Paul's Passing Thoughts

The Potter’s House: Sunday, January 22, 2013; Romans 6

Posted in Uncategorized by Paul M. Dohse Sr. on January 22, 2013

Romans 6

Not that any part of Romans is more important than the rest, but I can’t help but say that we now enter into a most significant chapter in our day. Why do Christians sin? How can we be declared righteous and holy when our sin haunts us daily? If we are born again, if we are new creatures, why do we still sin? We start finding the answers in Romans chapter six.

Paul has been emphasizing the point over and over again that we are justified apart from the law. We are under grace, not under law. There is no law in justification though the law informs our Christian living. So now, Paul begins a rebuttal of what would seem to be the logical conclusion of what he has taught thus far:

Romans 6:1 – What shall we say then? Are we to continue in sin that grace may abound?

The rhetorical question should serve to illustrate how hard Paul has emphasized that Christians are not under the law for justification. He then answers the question as follows:

2 By no means! How can we who died to sin still live in it?

How have we died to sin? Answer:

3 Do you not know that all of us who have been baptized into Christ Jesus were baptized into his death? 4 We were buried therefore with him by baptism into death, in order that, just as Christ was raised from the dead by the glory of the Father, we too might walk in newness of life.

Here we have it in a nutshell. We died with Christ when we were saved, and are raised like Christ to “newness” of life. If we are new in life, the old died. A new life obviously replaced the old one. It happened “in order that”  “we too” might walk in newness of life. “We” (first person plural) is us, as in, Christians. “Too” means that we might walk in newness of life like Jesus walked. “Too” implies that we are the ones walking—Jesus doesn’t walk for us. We are new creatures and able to walk in newness of life—the fact that we are empowered by the Holy Spirit is true, but does not negate the fact that we also walk. Let me remind you that even the unregenerate walk by the power of Christ who sustains all things (Colossians 1:9). That doesn’t mean that the unregenerate aren’t really the ones walking just because they are sustained by Christ. The same must be said for us regardless of the fact that we are empowered and recreated. Water baptism pictures this spiritual reality.

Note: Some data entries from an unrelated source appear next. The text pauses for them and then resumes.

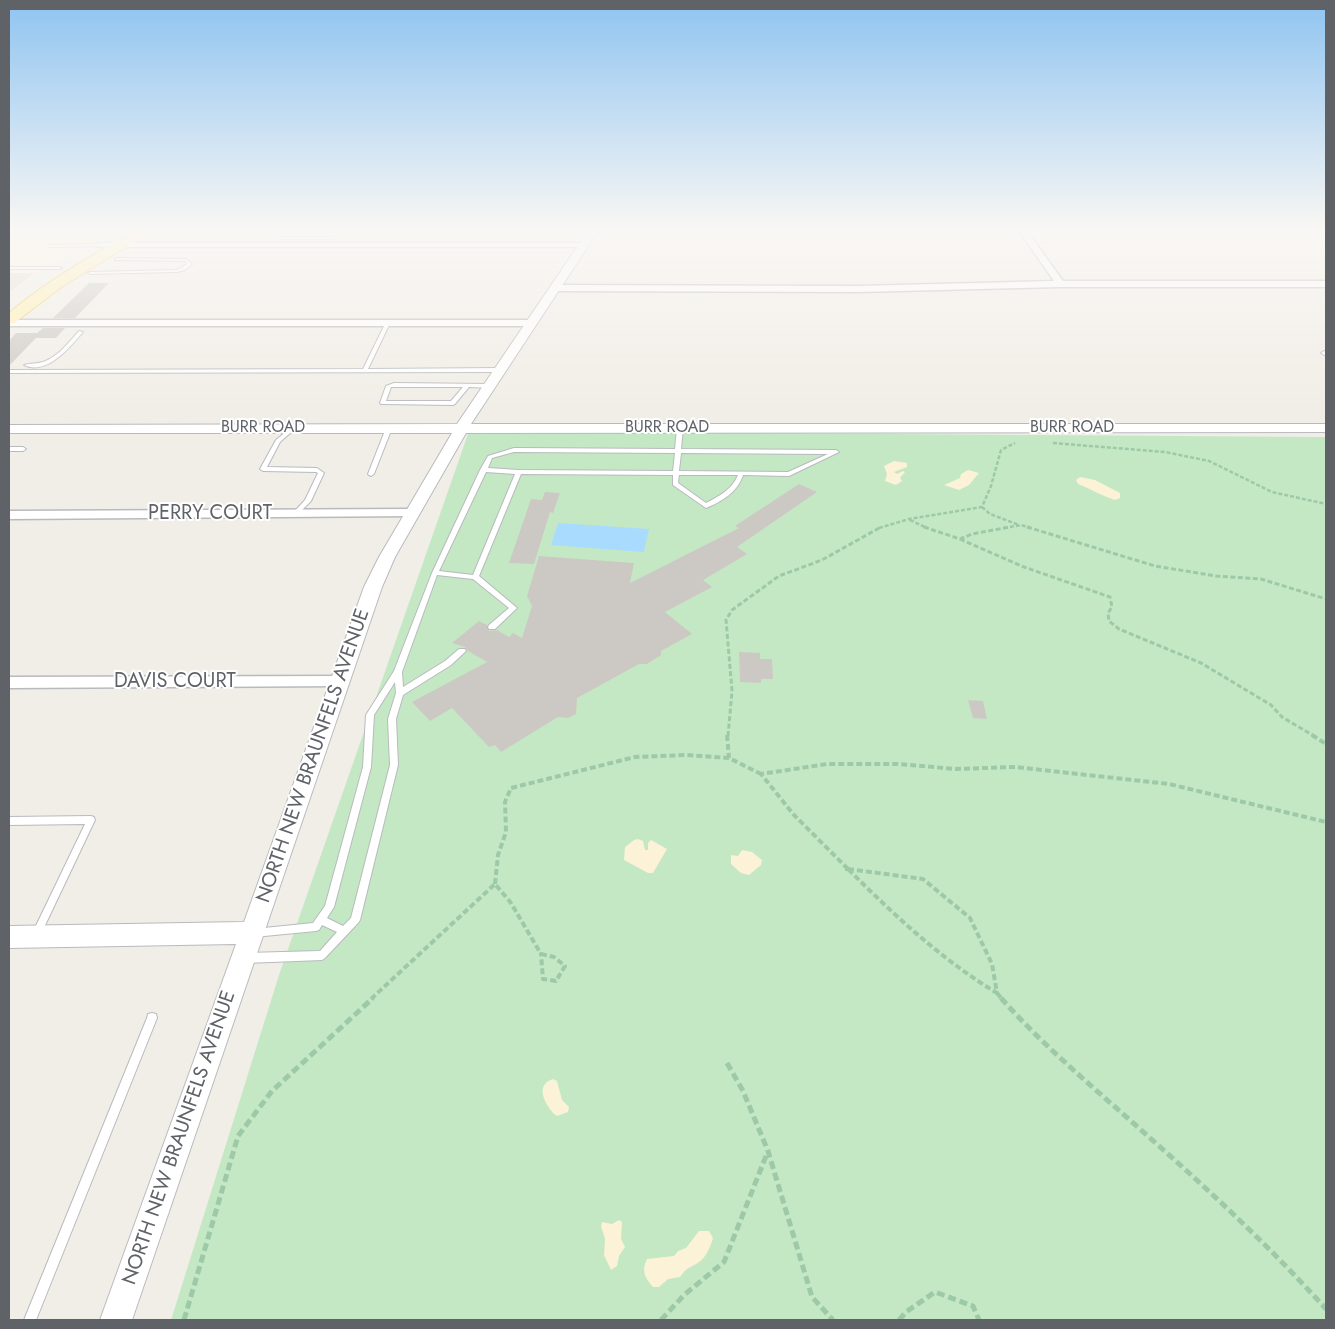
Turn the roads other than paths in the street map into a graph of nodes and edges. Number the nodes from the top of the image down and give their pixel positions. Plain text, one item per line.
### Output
1 (25, 293) edge
2 (44, 293) edge
3 (551, 293) edge
4 (9, 304) edge
5 (9, 320) edge
6 (531, 322) junction
7 (388, 323) junction
8 (9, 324) edge
9 (74, 332) dead end
10 (81, 332) dead end
11 (66, 347) junction
12 (27, 365) dead end
13 (365, 370) junction
14 (500, 370) junction
15 (9, 372) edge
16 (467, 386) junction
17 (490, 386) junction
18 (293, 428) junction
19 (389, 428) junction
20 (462, 428) junction
21 (680, 428) junction
22 (1326, 428) edge
23 (9, 429) edge
24 (9, 449) edge
25 (23, 449) dead end
26 (677, 452) junction
27 (483, 470) junction
28 (519, 472) junction
29 (371, 474) dead end
30 (741, 474) junction
31 (675, 475) junction
32 (296, 513) junction
33 (411, 513) junction
34 (9, 515) edge
35 (435, 573) junction
36 (475, 577) junction
37 (492, 627) dead end
38 (462, 651) dead end
39 (398, 672) junction
40 (341, 681) junction
41 (9, 683) edge
42 (400, 693) junction
43 (9, 821) edge
44 (321, 920) junction
45 (344, 931) junction
46 (9, 937) edge
47 (35, 937) junction
48 (248, 946) junction
49 (152, 1018) dead end
50 (30, 1320) edge
51 (116, 1320) edge

1 - 4 main road
2 - 5 main road
3 - 6 street, NORTH NEW BRAUNFELS AVENUE
6 - 7 street
6 - 14 street, NORTH NEW BRAUNFELS AVENUE
7 - 8 street
7 - 13 lane
9 - 11 lane
10 - 11 lane
11 - 12 lane
13 - 14 lane
13 - 15 lane
14 - 17 street, NORTH NEW BRAUNFELS AVENUE
16 - 16 lane
16 - 17 lane
17 - 20 street, NORTH NEW BRAUNFELS AVENUE
18 - 19 street, BURR ROAD
18 - 23 street, BURR ROAD
18 - 32 lane
19 - 20 street, BURR ROAD
19 - 29 lane
20 - 21 street, BURR ROAD
20 - 33 street, NORTH NEW BRAUNFELS AVENUE
21 - 22 street, BURR ROAD
21 - 26 lane
24 - 25 lane
26 - 27 lane
26 - 30 lane
26 - 31 lane
27 - 28 lane
27 - 35 lane
28 - 31 lane
28 - 36 lane
30 - 31 lane
30 - 31 lane
32 - 33 street, PERRY COURT
32 - 34 street, PERRY COURT
33 - 40 street, NORTH NEW BRAUNFELS AVENUE
35 - 36 lane
35 - 39 lane
36 - 37 lane
38 - 42 lane
39 - 42 lane
39 - 44 lane
40 - 41 street, DAVIS COURT
40 - 48 street, NORTH NEW BRAUNFELS AVENUE
42 - 45 lane
43 - 47 lane
44 - 45 lane
44 - 48 lane
45 - 48 lane
46 - 47 street
47 - 48 street
48 - 51 street, NORTH NEW BRAUNFELS AVENUE
49 - 50 lane

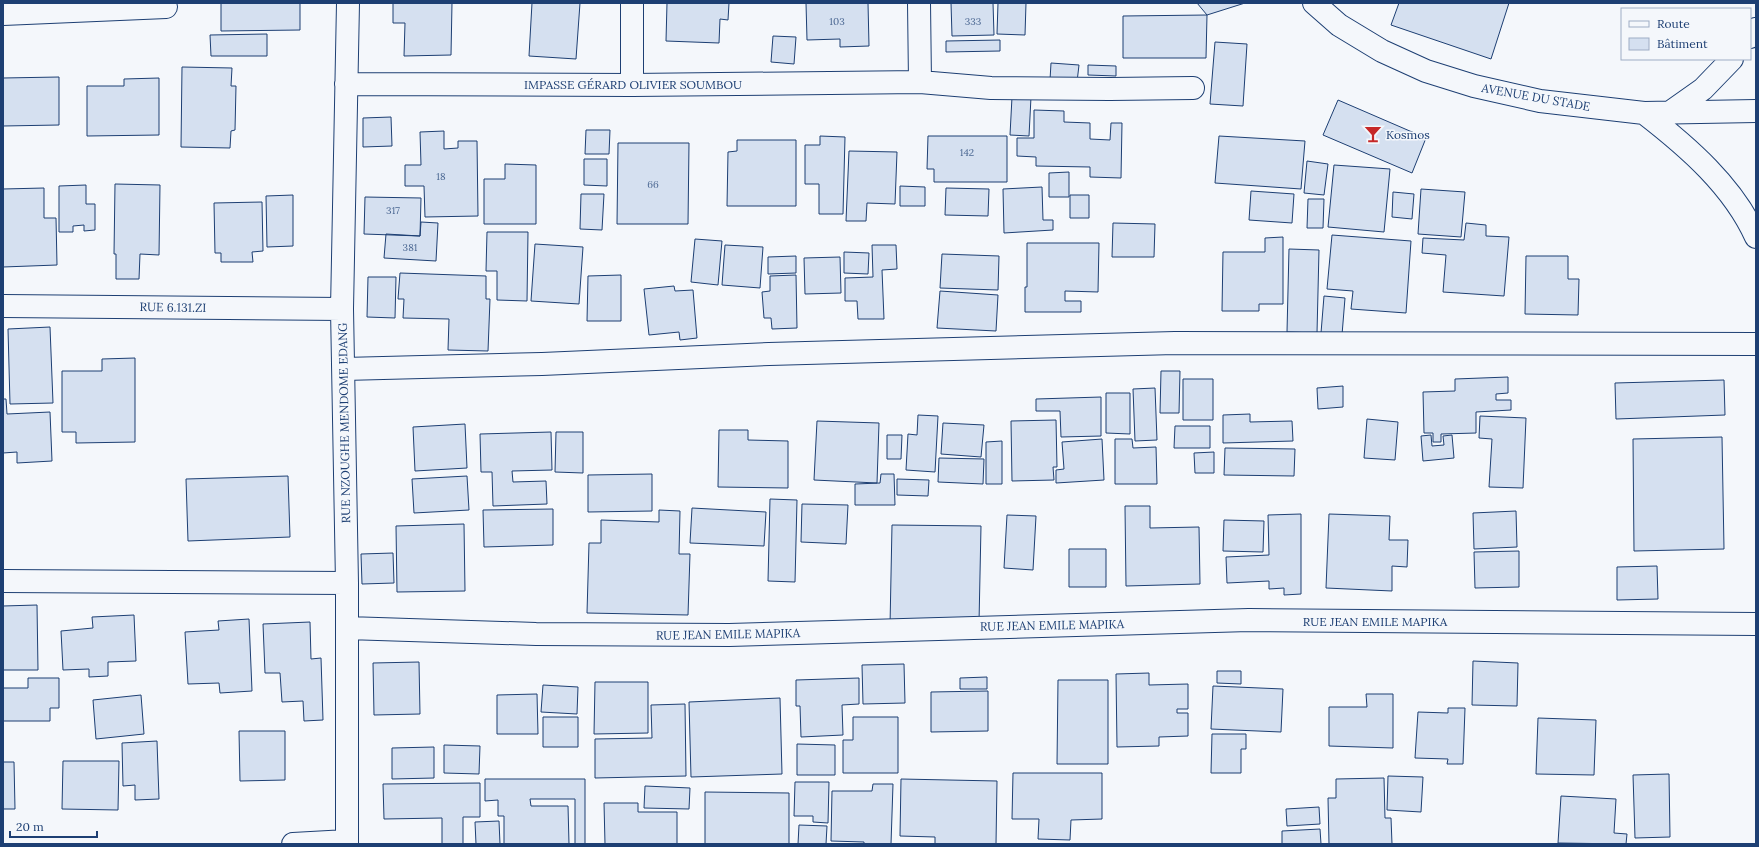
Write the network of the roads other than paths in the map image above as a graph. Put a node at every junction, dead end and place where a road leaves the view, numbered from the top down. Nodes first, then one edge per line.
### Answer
1 (348, 3) edge
2 (632, 3) edge
3 (919, 3) edge
4 (1314, 3) edge
5 (166, 7) dead end
6 (3, 14) edge
7 (1731, 60) edge
8 (920, 82) junction
9 (346, 84) junction
10 (632, 85) junction
11 (1192, 88) dead end
12 (1756, 112) edge
13 (1644, 113) junction
14 (1669, 113) junction
15 (1756, 237) edge
16 (3, 306) edge
17 (342, 309) junction
18 (1756, 344) edge
19 (344, 369) junction
20 (3, 581) edge
21 (347, 583) junction
22 (1756, 624) edge
23 (347, 628) junction
24 (347, 843) edge
25 (293, 844) edge

1 - 9 street, RUE NZOUGHE MENDOME EDANG
2 - 10 street
3 - 8 street
4 - 13 street, AVENUE DU STADE
5 - 6 street
7 - 14 street
8 - 10 street, IMPASSE GÉRARD OLIVIER SOUMBOU
8 - 11 street, IMPASSE GÉRARD OLIVIER SOUMBOU
9 - 10 street, IMPASSE GÉRARD OLIVIER SOUMBOU
9 - 17 street, RUE NZOUGHE MENDOME EDANG
12 - 14 street, AVENUE DU STADE
13 - 14 street, AVENUE DU STADE
13 - 15 street
16 - 17 street, RUE 6.131.ZI
17 - 19 street, RUE NZOUGHE MENDOME EDANG
18 - 19 street
19 - 21 street, RUE NZOUGHE MENDOME EDANG
20 - 21 street
21 - 23 street, RUE NZOUGHE MENDOME EDANG
22 - 23 street, RUE JEAN EMILE MAPIKA
23 - 24 street, RUE NZOUGHE MENDOME EDANG
24 - 25 street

Romans 6:5 – For if we have been united with him in a death like his, we shall certainly be united with him in a resurrection like his. 6 We know that our old self was crucified with him in order that the body of sin might be brought to nothing, so that we would no longer be enslaved to sin. 7 For one who has died has been set free from sin. 8 Now if we have died with Christ, we believe that we will also live with him. 9 We know that Christ, being raised from the dead, will never die again; death no longer has dominion over him. 10 For the death he died he died to sin, once for all, but the life he lives he lives to God. 11 So you also must consider yourselves dead to sin and alive to God in Christ Jesus.

Dead to sin, and alive to God. Note verse 6 specifically: the “old self” was crucified with Christ which resulted in us not being any longer “enslaved to sin.” The reason that we can be considered righteous in our present life is because slavery is the issue. The old man is dead, so the life that enslaved him is powerless, but there is a remnant that is left behind or we would not still be walking around in mortal bodies. Nevertheless, his power to enslave to sin has been broken and we are free from the bondage of sin.

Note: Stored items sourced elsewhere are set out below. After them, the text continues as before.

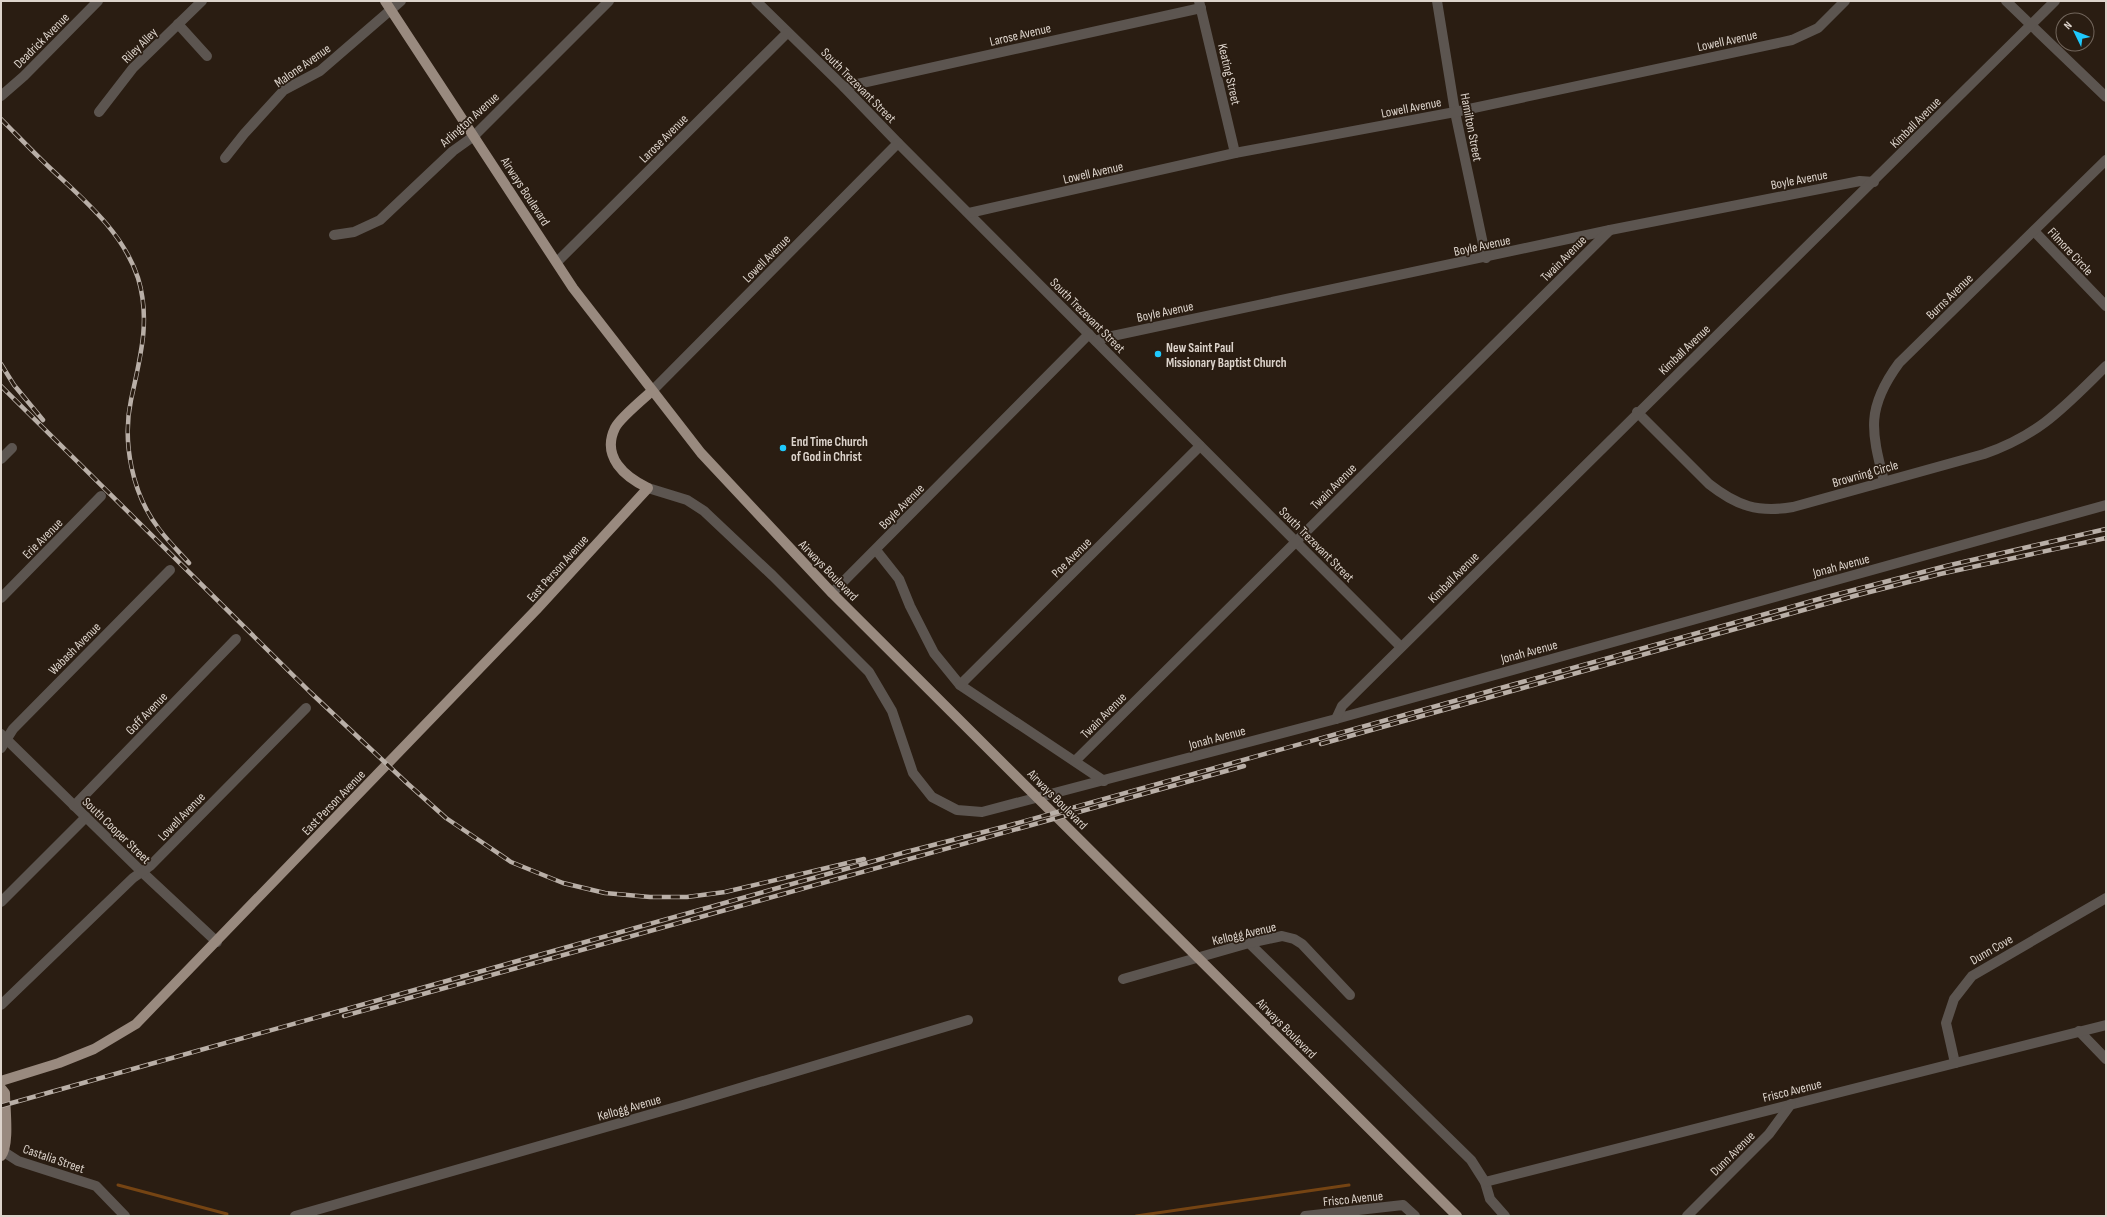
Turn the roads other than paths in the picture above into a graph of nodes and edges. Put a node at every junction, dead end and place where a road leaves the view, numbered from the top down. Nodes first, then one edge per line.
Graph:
1 (98, 1) edge
2 (202, 1) edge
3 (385, 1) edge
4 (401, 1) edge
5 (609, 1) edge
6 (756, 1) edge
7 (1436, 1) edge
8 (1844, 1) edge
9 (2006, 1) edge
10 (2055, 1) edge
11 (1200, 4) edge
12 (391, 10) junction
13 (178, 24) junction
14 (2031, 24) junction
15 (787, 33) junction
16 (207, 56) dead end
17 (844, 87) junction
18 (1, 96) edge
19 (2106, 97) edge
20 (99, 112) dead end
21 (1455, 112) junction
22 (474, 136) junction
23 (898, 143) junction
24 (1235, 153) junction
25 (225, 158) dead end
26 (2106, 160) edge
27 (1874, 182) junction
28 (969, 213) junction
29 (1610, 230) junction
30 (2034, 231) junction
31 (334, 235) dead end
32 (1486, 258) junction
33 (557, 262) junction
34 (2106, 306) edge
35 (1092, 338) junction
36 (2106, 366) edge
37 (652, 390) junction
38 (1637, 412) junction
39 (1200, 446) junction
40 (12, 448) dead end
41 (1, 459) edge
42 (1884, 481) junction
43 (648, 488) junction
44 (102, 496) dead end
45 (2106, 505) edge
46 (1296, 541) junction
47 (876, 550) junction
48 (170, 570) dead end
49 (832, 593) junction
50 (1, 598) edge
51 (236, 639) dead end
52 (1401, 646) junction
53 (960, 685) junction
54 (306, 708) dead end
55 (1336, 719) junction
56 (3, 741) edge
57 (1075, 761) junction
58 (1104, 781) junction
59 (74, 806) junction
60 (86, 817) junction
61 (142, 872) junction
62 (2106, 898) edge
63 (1, 902) edge
64 (217, 942) junction
65 (1249, 943) junction
66 (1123, 979) dead end
67 (1350, 995) dead end
68 (1, 1005) edge
69 (968, 1020) dead end
70 (2106, 1025) edge
71 (2079, 1032) junction
72 (2106, 1059) edge
73 (1955, 1063) junction
74 (1, 1081) edge
75 (1, 1088) edge
76 (1791, 1104) junction
77 (3, 1154) edge
78 (1485, 1182) junction
79 (125, 1216) edge
80 (295, 1216) edge
81 (1305, 1216) edge
82 (1415, 1216) edge
83 (1457, 1216) edge
84 (1505, 1216) edge
85 (1687, 1216) edge

1 - 18 street, Deadrick Avenue
2 - 13 street, Riley Alley
3 - 12 main road, Airways Boulevard
4 - 12 street, Malone Avenue
5 - 22 street, Arlington Avenue
6 - 15 street, South Trezevant Street
7 - 21 street, Hamilton Street
8 - 21 street, Lowell Avenue
9 - 14 street
10 - 14 street, Kimball Avenue
11 - 17 street, Larose Avenue
11 - 24 street, Keating Street
12 - 22 main road, Airways Boulevard
12 - 25 street, Malone Avenue
13 - 16 street
13 - 20 street, Riley Alley
14 - 19 street
14 - 27 street, Kimball Avenue
15 - 17 street, South Trezevant Street
15 - 33 street, Larose Avenue
17 - 23 street, South Trezevant Street
21 - 24 street, Lowell Avenue
21 - 32 street, Hamilton Street
22 - 31 street, Arlington Avenue
22 - 33 main road, Airways Boulevard
23 - 28 street, South Trezevant Street
23 - 37 street, Lowell Avenue
24 - 28 street, Lowell Avenue
26 - 30 street, Burns Avenue
27 - 29 street, Boyle Avenue
27 - 38 street, Kimball Avenue
28 - 35 street, South Trezevant Street
29 - 32 street, Boyle Avenue
29 - 46 street, Twain Avenue
30 - 34 street, Filmore Circle
30 - 42 street, Burns Avenue
32 - 35 street, Boyle Avenue
33 - 37 main road, Airways Boulevard
35 - 39 street, South Trezevant Street
35 - 47 street, Boyle Avenue
36 - 42 street, Browning Circle
37 - 43 main road
37 - 49 main road, Airways Boulevard
38 - 42 street, Browning Circle
38 - 52 street, Kimball Avenue
39 - 46 street, South Trezevant Street
39 - 53 street, Poe Avenue
40 - 41 street
43 - 58 street, Jonah Avenue
43 - 64 main road, East Person Avenue
44 - 50 street, Erie Avenue
45 - 55 street, Jonah Avenue
46 - 52 street, South Trezevant Street
46 - 57 street, Twain Avenue
47 - 49 street, Boyle Avenue
47 - 53 street
48 - 56 street, Wabash Avenue
49 - 83 main road, Airways Boulevard
51 - 59 street, Goff Avenue
52 - 55 street, Kimball Avenue
53 - 57 street
54 - 61 street, Lowell Avenue
55 - 58 street, Jonah Avenue
56 - 59 street, South Cooper Street
57 - 58 street
59 - 60 street, South Cooper Street
60 - 61 street, South Cooper Street
60 - 63 street
61 - 64 street, South Cooper Street
61 - 68 street, Lowell Avenue
62 - 73 street, Dunn Cove
64 - 74 main road, East Person Avenue
65 - 66 street, Kellogg Avenue
65 - 67 street, Kellogg Avenue
65 - 78 street
69 - 80 street, Kellogg Avenue
70 - 71 street, Frisco Avenue
71 - 72 street
71 - 73 street, Frisco Avenue
73 - 76 street, Frisco Avenue
75 - 77 main road, Castalia Street
76 - 78 street, Frisco Avenue
76 - 85 street, Dunn Avenue
77 - 79 street, Castalia Street
78 - 84 street
81 - 82 street, Frisco Avenue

This is the case when we died with Christ, and what is also true is that we are now alive WITH Christ. We do not remain dead and the only life in us is Christ, we are also alive. Our resurrection life would be impossible without Christ, but that doesn’t mean we are still dead because we got our life from Him. Like any gift, once it is given, we have possession of it. This would seem evident. The apostle John made it clear that we have the seed of God in us (1John 3:9), so that making us righteous in our present day should not be an issue. The ability to do works that please God should not be an issue either.

According to what we have learned thus far in Romans, this old man that is now dead is also part of a position that we are no longer are a part of; namely, “under the law.” The eternal state is decided by whether one is under law or under grace. Those who are under the law will be judged by the law (Romans 2:12) and the standard is perfection. It will not go well for them. Not only are we considered righteous in our present state, but there is simply no law to judge the sin that presently takes place in the Christian life under the confines of justification. In regard to our justification, the law has no jurisdiction. Even if we were to appear in a court to determine our just state the judge would have no law to judge us by:

Romans 5:13 – for sin indeed was in the world before the law was given, but sin is not counted where there is no law.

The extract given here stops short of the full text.